=== Aim of the exercise ===
The data below must be copied in full and without any change.
----
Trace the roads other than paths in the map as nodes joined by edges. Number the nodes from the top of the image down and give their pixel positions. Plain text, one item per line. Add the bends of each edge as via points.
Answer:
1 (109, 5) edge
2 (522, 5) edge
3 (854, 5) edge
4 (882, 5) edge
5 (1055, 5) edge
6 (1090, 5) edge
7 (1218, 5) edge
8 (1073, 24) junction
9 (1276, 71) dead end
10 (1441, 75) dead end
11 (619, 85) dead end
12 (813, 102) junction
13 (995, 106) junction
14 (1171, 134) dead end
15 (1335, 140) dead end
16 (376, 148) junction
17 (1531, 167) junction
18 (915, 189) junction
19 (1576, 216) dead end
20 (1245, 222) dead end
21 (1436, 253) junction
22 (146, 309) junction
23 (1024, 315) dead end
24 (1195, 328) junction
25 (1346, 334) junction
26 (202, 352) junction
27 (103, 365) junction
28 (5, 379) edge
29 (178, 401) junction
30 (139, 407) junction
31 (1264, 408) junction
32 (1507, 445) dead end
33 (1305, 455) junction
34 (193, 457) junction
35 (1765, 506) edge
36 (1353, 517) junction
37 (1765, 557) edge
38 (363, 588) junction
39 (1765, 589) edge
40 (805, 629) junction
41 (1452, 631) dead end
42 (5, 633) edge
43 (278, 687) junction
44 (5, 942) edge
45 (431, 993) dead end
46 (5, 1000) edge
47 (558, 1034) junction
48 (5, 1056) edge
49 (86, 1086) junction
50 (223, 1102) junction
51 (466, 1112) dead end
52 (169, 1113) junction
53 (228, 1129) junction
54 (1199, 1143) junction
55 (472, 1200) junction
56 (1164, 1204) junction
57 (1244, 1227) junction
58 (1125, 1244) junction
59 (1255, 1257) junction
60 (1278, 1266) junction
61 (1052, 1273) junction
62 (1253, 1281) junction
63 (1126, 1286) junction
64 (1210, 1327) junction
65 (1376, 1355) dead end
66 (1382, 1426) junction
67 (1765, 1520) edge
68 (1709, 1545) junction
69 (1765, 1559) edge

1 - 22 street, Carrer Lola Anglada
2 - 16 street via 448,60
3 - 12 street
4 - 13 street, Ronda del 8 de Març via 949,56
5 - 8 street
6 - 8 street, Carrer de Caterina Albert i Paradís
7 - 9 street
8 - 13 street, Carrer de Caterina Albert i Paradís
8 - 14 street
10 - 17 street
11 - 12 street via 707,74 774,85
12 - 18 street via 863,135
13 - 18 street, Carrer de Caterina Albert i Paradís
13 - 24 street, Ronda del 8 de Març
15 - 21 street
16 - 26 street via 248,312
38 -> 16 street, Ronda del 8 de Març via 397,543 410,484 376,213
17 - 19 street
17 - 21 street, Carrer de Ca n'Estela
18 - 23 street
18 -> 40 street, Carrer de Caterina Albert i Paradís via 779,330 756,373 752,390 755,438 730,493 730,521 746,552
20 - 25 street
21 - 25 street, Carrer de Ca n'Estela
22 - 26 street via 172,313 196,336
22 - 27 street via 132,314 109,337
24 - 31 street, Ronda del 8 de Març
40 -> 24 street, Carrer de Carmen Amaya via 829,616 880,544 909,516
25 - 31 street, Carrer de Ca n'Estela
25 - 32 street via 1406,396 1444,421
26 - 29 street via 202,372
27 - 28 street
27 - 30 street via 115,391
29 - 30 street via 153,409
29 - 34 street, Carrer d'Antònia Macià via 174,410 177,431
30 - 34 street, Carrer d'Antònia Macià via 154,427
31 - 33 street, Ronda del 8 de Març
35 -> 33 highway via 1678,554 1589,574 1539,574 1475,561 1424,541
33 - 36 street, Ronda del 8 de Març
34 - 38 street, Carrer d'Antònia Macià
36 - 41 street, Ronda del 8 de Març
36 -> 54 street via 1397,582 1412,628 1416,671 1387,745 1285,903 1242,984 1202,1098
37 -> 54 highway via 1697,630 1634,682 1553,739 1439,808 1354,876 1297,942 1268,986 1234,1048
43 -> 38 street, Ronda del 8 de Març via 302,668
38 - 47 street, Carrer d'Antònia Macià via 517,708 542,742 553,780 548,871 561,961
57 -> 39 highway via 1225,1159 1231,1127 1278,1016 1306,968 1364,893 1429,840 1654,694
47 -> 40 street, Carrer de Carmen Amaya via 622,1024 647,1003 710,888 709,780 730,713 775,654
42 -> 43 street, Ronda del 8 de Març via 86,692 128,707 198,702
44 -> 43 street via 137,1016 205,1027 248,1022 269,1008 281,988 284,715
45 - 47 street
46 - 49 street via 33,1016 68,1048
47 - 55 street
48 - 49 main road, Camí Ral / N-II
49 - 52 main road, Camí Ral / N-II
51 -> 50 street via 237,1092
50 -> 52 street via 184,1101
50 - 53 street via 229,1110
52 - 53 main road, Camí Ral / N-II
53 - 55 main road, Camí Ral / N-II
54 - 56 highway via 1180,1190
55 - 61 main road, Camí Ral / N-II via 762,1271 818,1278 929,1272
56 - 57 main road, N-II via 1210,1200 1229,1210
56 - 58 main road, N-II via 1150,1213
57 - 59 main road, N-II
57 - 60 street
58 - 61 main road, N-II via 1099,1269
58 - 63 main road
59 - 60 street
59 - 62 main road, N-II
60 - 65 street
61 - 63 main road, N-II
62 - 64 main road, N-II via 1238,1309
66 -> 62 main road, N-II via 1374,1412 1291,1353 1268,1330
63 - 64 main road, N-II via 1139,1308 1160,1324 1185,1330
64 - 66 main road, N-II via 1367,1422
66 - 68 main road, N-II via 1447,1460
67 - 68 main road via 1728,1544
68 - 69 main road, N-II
----
=== Solution to this task ===
Trace the roads other than paths in the map as nodes joined by edges. Number the nodes from the top of the image down and give their pixel positions. Plain text, one item per line. Add the bends of each edge as via points.
Answer:
1 (109, 5) edge
2 (522, 5) edge
3 (854, 5) edge
4 (882, 5) edge
5 (1055, 5) edge
6 (1090, 5) edge
7 (1218, 5) edge
8 (1073, 24) junction
9 (1276, 71) dead end
10 (1441, 75) dead end
11 (619, 85) dead end
12 (813, 102) junction
13 (995, 106) junction
14 (1171, 134) dead end
15 (1335, 140) dead end
16 (376, 148) junction
17 (1531, 167) junction
18 (915, 189) junction
19 (1576, 216) dead end
20 (1245, 222) dead end
21 (1436, 253) junction
22 (146, 309) junction
23 (1024, 315) dead end
24 (1195, 328) junction
25 (1346, 334) junction
26 (202, 352) junction
27 (103, 365) junction
28 (5, 379) edge
29 (178, 401) junction
30 (139, 407) junction
31 (1264, 408) junction
32 (1507, 445) dead end
33 (1305, 455) junction
34 (193, 457) junction
35 (1765, 506) edge
36 (1353, 517) junction
37 (1765, 557) edge
38 (363, 588) junction
39 (1765, 589) edge
40 (805, 629) junction
41 (1452, 631) dead end
42 (5, 633) edge
43 (278, 687) junction
44 (5, 942) edge
45 (431, 993) dead end
46 (5, 1000) edge
47 (558, 1034) junction
48 (5, 1056) edge
49 (86, 1086) junction
50 (223, 1102) junction
51 (466, 1112) dead end
52 (169, 1113) junction
53 (228, 1129) junction
54 (1199, 1143) junction
55 (472, 1200) junction
56 (1164, 1204) junction
57 (1244, 1227) junction
58 (1125, 1244) junction
59 (1255, 1257) junction
60 (1278, 1266) junction
61 (1052, 1273) junction
62 (1253, 1281) junction
63 (1126, 1286) junction
64 (1210, 1327) junction
65 (1376, 1355) dead end
66 (1382, 1426) junction
67 (1765, 1520) edge
68 (1709, 1545) junction
69 (1765, 1559) edge

1 - 22 street, Carrer Lola Anglada
2 - 16 street via 448,60
3 - 12 street
4 - 13 street, Ronda del 8 de Març via 949,56
5 - 8 street
6 - 8 street, Carrer de Caterina Albert i Paradís
7 - 9 street
8 - 13 street, Carrer de Caterina Albert i Paradís
8 - 14 street
10 - 17 street
11 - 12 street via 707,74 774,85
12 - 18 street via 863,135
13 - 18 street, Carrer de Caterina Albert i Paradís
13 - 24 street, Ronda del 8 de Març
15 - 21 street
16 - 26 street via 248,312
38 -> 16 street, Ronda del 8 de Març via 397,543 410,484 376,213
17 - 19 street
17 - 21 street, Carrer de Ca n'Estela
18 - 23 street
18 -> 40 street, Carrer de Caterina Albert i Paradís via 779,330 756,373 752,390 755,438 730,493 730,521 746,552
20 - 25 street
21 - 25 street, Carrer de Ca n'Estela
22 - 26 street via 172,313 196,336
22 - 27 street via 132,314 109,337
24 - 31 street, Ronda del 8 de Març
40 -> 24 street, Carrer de Carmen Amaya via 829,616 880,544 909,516
25 - 31 street, Carrer de Ca n'Estela
25 - 32 street via 1406,396 1444,421
26 - 29 street via 202,372
27 - 28 street
27 - 30 street via 115,391
29 - 30 street via 153,409
29 - 34 street, Carrer d'Antònia Macià via 174,410 177,431
30 - 34 street, Carrer d'Antònia Macià via 154,427
31 - 33 street, Ronda del 8 de Març
35 -> 33 highway via 1678,554 1589,574 1539,574 1475,561 1424,541
33 - 36 street, Ronda del 8 de Març
34 - 38 street, Carrer d'Antònia Macià
36 - 41 street, Ronda del 8 de Març
36 -> 54 street via 1397,582 1412,628 1416,671 1387,745 1285,903 1242,984 1202,1098
37 -> 54 highway via 1697,630 1634,682 1553,739 1439,808 1354,876 1297,942 1268,986 1234,1048
43 -> 38 street, Ronda del 8 de Març via 302,668
38 - 47 street, Carrer d'Antònia Macià via 517,708 542,742 553,780 548,871 561,961
57 -> 39 highway via 1225,1159 1231,1127 1278,1016 1306,968 1364,893 1429,840 1654,694
47 -> 40 street, Carrer de Carmen Amaya via 622,1024 647,1003 710,888 709,780 730,713 775,654
42 -> 43 street, Ronda del 8 de Març via 86,692 128,707 198,702
44 -> 43 street via 137,1016 205,1027 248,1022 269,1008 281,988 284,715
45 - 47 street
46 - 49 street via 33,1016 68,1048
47 - 55 street
48 - 49 main road, Camí Ral / N-II
49 - 52 main road, Camí Ral / N-II
51 -> 50 street via 237,1092
50 -> 52 street via 184,1101
50 - 53 street via 229,1110
52 - 53 main road, Camí Ral / N-II
53 - 55 main road, Camí Ral / N-II
54 - 56 highway via 1180,1190
55 - 61 main road, Camí Ral / N-II via 762,1271 818,1278 929,1272
56 - 57 main road, N-II via 1210,1200 1229,1210
56 - 58 main road, N-II via 1150,1213
57 - 59 main road, N-II
57 - 60 street
58 - 61 main road, N-II via 1099,1269
58 - 63 main road
59 - 60 street
59 - 62 main road, N-II
60 - 65 street
61 - 63 main road, N-II
62 - 64 main road, N-II via 1238,1309
66 -> 62 main road, N-II via 1374,1412 1291,1353 1268,1330
63 - 64 main road, N-II via 1139,1308 1160,1324 1185,1330
64 - 66 main road, N-II via 1367,1422
66 - 68 main road, N-II via 1447,1460
67 - 68 main road via 1728,1544
68 - 69 main road, N-II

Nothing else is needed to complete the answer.